Get it right by writing. Steve Kerr began his coaching manifesto long before ascending to the Warriors. The rest is history. 

Great ideas surround us. Sites like Farnham Street blog, Medium, and WhatDoesn’tChange create springboards. As we absorb worldly understanding, apply and share with our community. 

Leaders become learning machines. Fools celebrate ignorance. Halftime might mean water and orange slices to players, but for coaches it means analysis, problem solving, teaching, motivation, and more. Lee's victory at Chancellorsville in May 1863 informs the classic underdog victory. Suvorov evolved from sickly child to the undefeated general

Lason Perkins shared some mental models with me, including an expansive '80-20' Rule treatise that many know as the Pareto Principle. Mental Models are 'big picture' ideas that increase productivity or understanding of how the world works. 

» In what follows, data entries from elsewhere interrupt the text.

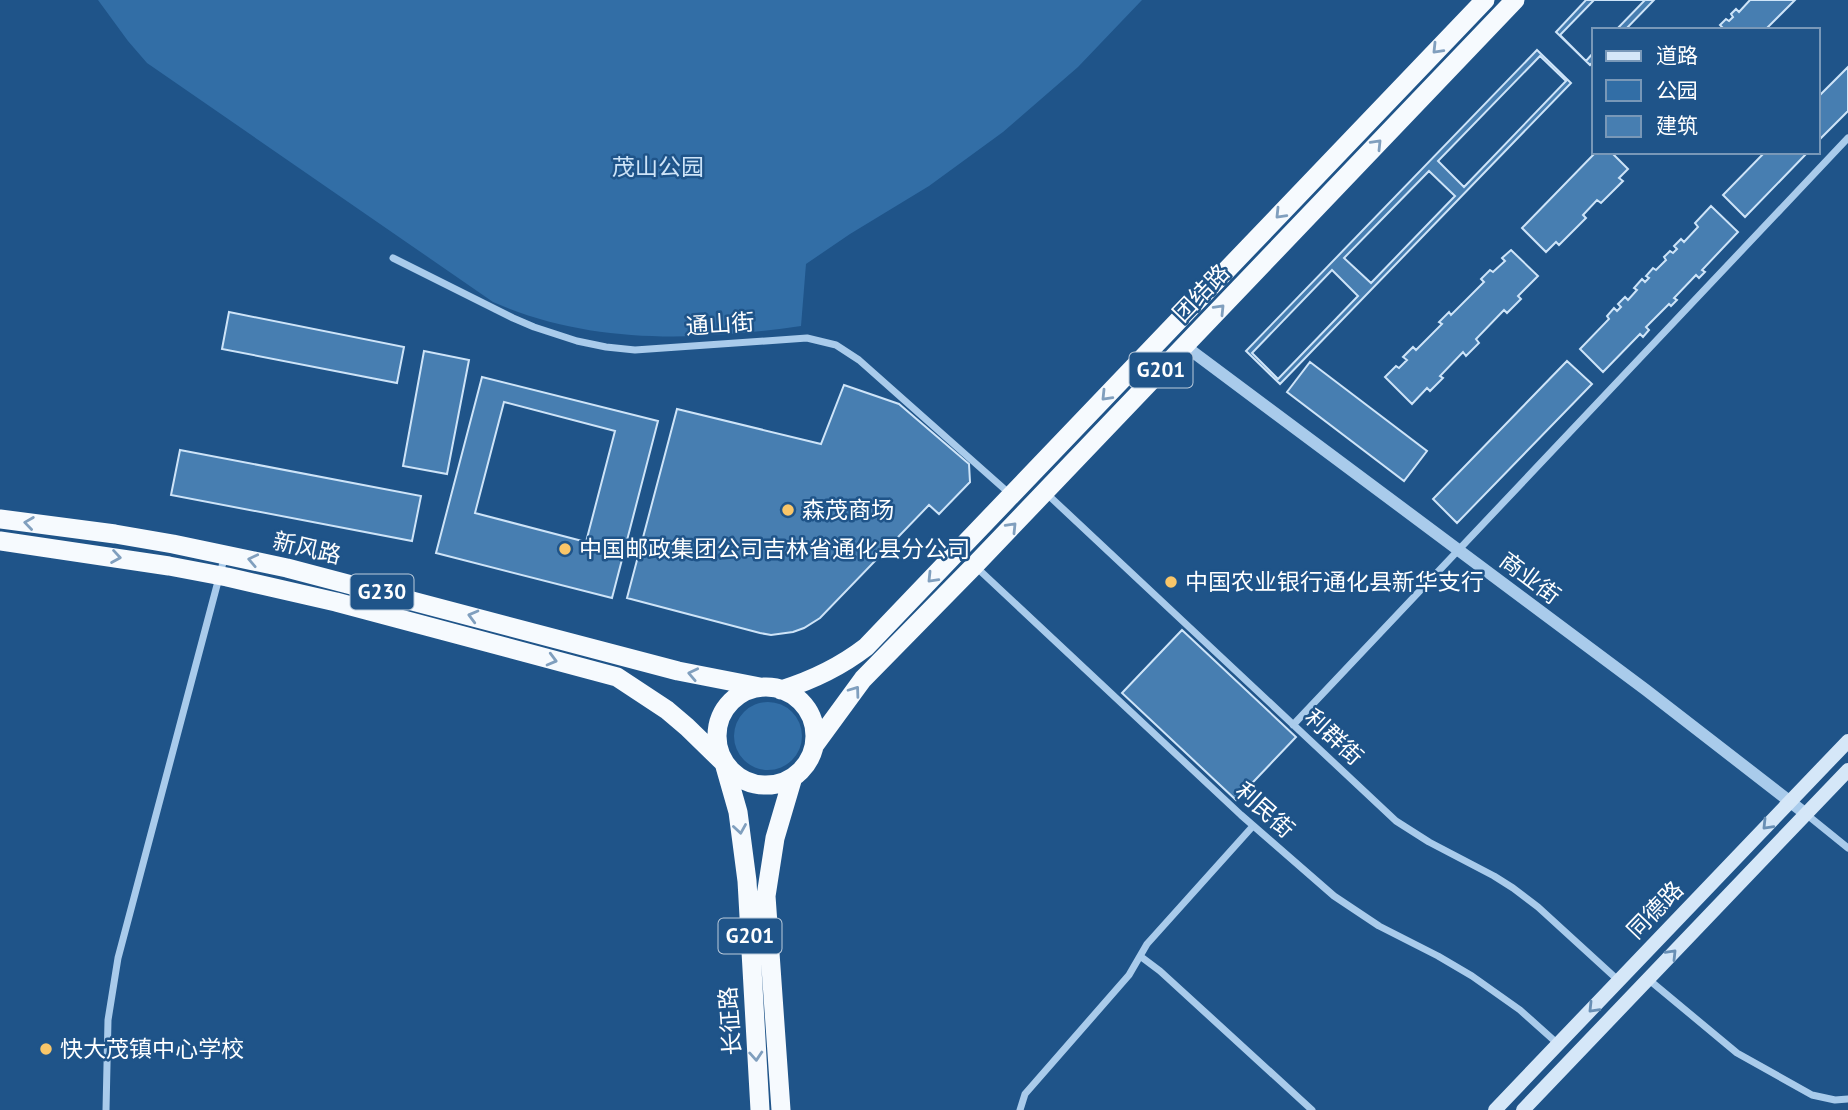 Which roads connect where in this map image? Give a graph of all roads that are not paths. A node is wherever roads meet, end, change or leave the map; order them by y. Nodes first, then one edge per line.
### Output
1 (1485, 0) edge
2 (1515, 0) edge
3 (1848, 138) edge
4 (393, 258) dead end
5 (1185, 346) junction
6 (1045, 492) junction
7 (1012, 495) junction
8 (0, 519) edge
9 (0, 541) edge
10 (1459, 550) junction
11 (225, 555) junction
12 (974, 566) junction
13 (219, 576) junction
14 (760, 687) junction
15 (782, 690) junction
16 (1293, 725) junction
17 (1848, 741) edge
18 (814, 746) junction
19 (724, 763) junction
20 (1848, 770) edge
21 (793, 777) junction
22 (1790, 801) junction
23 (1806, 814) junction
24 (1253, 826) junction
25 (1848, 848) edge
26 (1140, 956) junction
27 (1648, 979) junction
28 (1619, 981) junction
29 (1558, 1044) junction
30 (1848, 1099) edge
31 (106, 1110) edge
32 (760, 1110) edge
33 (780, 1110) edge
34 (1020, 1110) edge
35 (1312, 1110) edge
36 (1495, 1110) edge
37 (1523, 1110) edge

1 -> 7 highway, 团结路 / G201
5 -> 2 highway, 团结路 / G201
3 - 10 street
4 - 7 street, 通山街
5 - 6 highway, 团结路 / G201
5 - 10 street, 商业街
12 -> 6 highway, 团结路 / G201
6 - 16 street, 利群街
7 -> 15 highway, 团结路 / G201
11 -> 8 highway, 新风路 / G230
9 -> 13 highway, 新风路 / G230
10 - 16 street
10 - 22 street, 商业街
11 - 13 street
14 -> 11 highway, 新风路 / G230
18 -> 12 highway, 团结路 / G201
12 - 24 street, 利民街
13 -> 19 highway, 新风路 / G230
13 - 31 street
14 - 15 highway
14 - 19 highway
15 - 18 highway
16 - 28 street, 利群街
17 - 22 main road, 同德路
18 - 21 highway
19 - 21 highway
19 -> 32 highway, 长征路 / G201
20 - 23 main road, 同德路
21 - 33 highway, 长征路 / G201
22 - 23 street, 商业街
22 -> 28 main road, 同德路
23 - 25 street, 商业街
27 -> 23 main road, 同德路
24 - 26 street
24 - 29 street, 利民街
26 - 34 street
26 - 35 street
27 - 30 street
27 - 37 main road, 同德路
28 -> 29 main road, 同德路
29 - 36 main road, 同德路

The course emphasizes headlines as grabbing attention:

"A concrete example of how I’ve applied it to my business regards article writing. I very quickly realized, after talking to different experts and studying top authors, that headlines are the 20 percent of effort that produces 80 percent of reader views. The main way that readers find an article is through social media. The first thing they see is the headline, the cover image, and the subtitle. By focusing on creating great headlines, we probably gained 20x the amount of readers—a huge gain."

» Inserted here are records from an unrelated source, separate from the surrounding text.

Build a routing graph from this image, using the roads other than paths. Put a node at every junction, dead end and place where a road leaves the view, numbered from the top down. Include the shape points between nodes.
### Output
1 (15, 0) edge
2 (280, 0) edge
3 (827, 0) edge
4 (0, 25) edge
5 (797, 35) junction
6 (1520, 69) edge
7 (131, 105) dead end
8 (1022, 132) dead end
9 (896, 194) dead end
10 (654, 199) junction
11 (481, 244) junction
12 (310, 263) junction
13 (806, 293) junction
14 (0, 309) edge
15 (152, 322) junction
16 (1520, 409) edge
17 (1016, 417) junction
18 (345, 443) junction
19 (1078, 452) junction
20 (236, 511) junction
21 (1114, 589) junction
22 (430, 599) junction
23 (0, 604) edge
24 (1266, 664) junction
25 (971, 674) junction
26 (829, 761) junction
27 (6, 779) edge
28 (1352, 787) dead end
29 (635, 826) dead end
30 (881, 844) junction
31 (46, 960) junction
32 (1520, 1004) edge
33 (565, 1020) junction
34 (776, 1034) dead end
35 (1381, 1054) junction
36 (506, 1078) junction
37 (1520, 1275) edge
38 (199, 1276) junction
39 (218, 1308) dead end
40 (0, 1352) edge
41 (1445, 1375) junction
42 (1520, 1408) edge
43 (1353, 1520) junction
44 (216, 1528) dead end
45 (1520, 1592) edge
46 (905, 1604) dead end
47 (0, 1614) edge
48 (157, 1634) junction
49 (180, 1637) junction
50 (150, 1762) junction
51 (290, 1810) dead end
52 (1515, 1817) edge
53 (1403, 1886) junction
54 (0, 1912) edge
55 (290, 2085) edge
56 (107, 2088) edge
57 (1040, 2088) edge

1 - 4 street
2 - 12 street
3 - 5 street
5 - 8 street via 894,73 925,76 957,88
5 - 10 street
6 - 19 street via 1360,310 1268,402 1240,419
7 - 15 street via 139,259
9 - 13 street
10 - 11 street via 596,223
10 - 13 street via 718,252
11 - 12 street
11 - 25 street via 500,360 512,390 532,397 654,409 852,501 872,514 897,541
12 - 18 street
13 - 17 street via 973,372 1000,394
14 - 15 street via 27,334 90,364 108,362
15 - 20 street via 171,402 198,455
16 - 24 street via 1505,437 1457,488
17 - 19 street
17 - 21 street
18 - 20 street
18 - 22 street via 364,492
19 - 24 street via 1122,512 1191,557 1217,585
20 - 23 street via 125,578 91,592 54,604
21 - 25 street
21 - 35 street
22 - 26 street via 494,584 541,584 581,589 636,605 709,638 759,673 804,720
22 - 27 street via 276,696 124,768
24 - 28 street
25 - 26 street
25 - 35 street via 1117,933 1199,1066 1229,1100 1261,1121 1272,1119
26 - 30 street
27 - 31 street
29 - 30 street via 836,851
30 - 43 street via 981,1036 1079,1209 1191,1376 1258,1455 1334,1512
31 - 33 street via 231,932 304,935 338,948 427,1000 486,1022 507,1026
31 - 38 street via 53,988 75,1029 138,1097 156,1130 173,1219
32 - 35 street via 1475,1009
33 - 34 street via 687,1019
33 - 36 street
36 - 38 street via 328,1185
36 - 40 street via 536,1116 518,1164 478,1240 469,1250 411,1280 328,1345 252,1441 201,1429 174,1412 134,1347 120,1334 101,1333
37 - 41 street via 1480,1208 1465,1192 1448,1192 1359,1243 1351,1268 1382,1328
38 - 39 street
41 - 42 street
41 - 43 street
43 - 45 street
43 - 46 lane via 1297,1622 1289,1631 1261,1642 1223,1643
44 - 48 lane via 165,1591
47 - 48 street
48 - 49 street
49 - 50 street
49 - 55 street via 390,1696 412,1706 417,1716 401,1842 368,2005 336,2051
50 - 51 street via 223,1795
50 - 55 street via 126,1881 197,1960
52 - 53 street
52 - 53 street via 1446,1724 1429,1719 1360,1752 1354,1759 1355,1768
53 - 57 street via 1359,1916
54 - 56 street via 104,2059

In James Patterson's MasterClass, he emphasizes the importance of the first sentence and the first paragraph of his novels

How can we apply the 80-20 Rule? 

In our coaching, what is the Main Thing? I'll argue that we succeed or fail depending upon our relationships...with players, families, other coaches, and administrators. We cultivate those relationships by listening, by communicating, and through our integrity, energy, and positivity. 

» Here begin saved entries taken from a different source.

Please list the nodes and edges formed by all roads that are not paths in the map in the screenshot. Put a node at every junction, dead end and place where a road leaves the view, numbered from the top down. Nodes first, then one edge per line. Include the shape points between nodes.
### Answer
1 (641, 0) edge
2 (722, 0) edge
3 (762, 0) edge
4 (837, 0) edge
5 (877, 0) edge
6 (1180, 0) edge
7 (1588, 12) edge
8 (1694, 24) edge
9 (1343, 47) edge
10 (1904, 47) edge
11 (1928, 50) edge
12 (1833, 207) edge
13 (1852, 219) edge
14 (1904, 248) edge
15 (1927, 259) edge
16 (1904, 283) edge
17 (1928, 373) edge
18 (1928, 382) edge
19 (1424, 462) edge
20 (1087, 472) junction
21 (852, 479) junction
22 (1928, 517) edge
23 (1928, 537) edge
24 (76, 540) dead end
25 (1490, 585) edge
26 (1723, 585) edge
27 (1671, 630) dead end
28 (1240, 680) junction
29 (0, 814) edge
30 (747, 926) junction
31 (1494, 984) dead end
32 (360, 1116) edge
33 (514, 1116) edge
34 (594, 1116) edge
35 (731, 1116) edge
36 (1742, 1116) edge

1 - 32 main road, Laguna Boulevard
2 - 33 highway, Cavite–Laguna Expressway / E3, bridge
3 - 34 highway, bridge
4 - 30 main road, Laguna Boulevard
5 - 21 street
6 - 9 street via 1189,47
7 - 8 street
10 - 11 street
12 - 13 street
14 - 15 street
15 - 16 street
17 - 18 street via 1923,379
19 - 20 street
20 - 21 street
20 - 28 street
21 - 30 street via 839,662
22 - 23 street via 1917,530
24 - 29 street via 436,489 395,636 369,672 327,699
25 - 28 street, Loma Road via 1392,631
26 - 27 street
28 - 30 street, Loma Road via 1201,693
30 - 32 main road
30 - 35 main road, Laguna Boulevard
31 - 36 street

Those relationships are 'root' or character inputs, illustrated in Stephen M.R. Covey's The Speed of Trust (above). Communication informs player and team development and technical competence (strategic detail). Poor communication and failed relationships guarantee problems when developing roles, teaching, and motivating cohesion. 

What are your sticky basketball ideas? Share some that you've stolen or developed.

Find ways to make your teammates better. 
Cut and pass...or sit. 
Create and deny separation. 
Invest time don't spend it. 
"Do more to become more; become more to do more."


"Many ball screens in Spain are not designed to penetrate the defense. They’re simply used to disorganize the defense."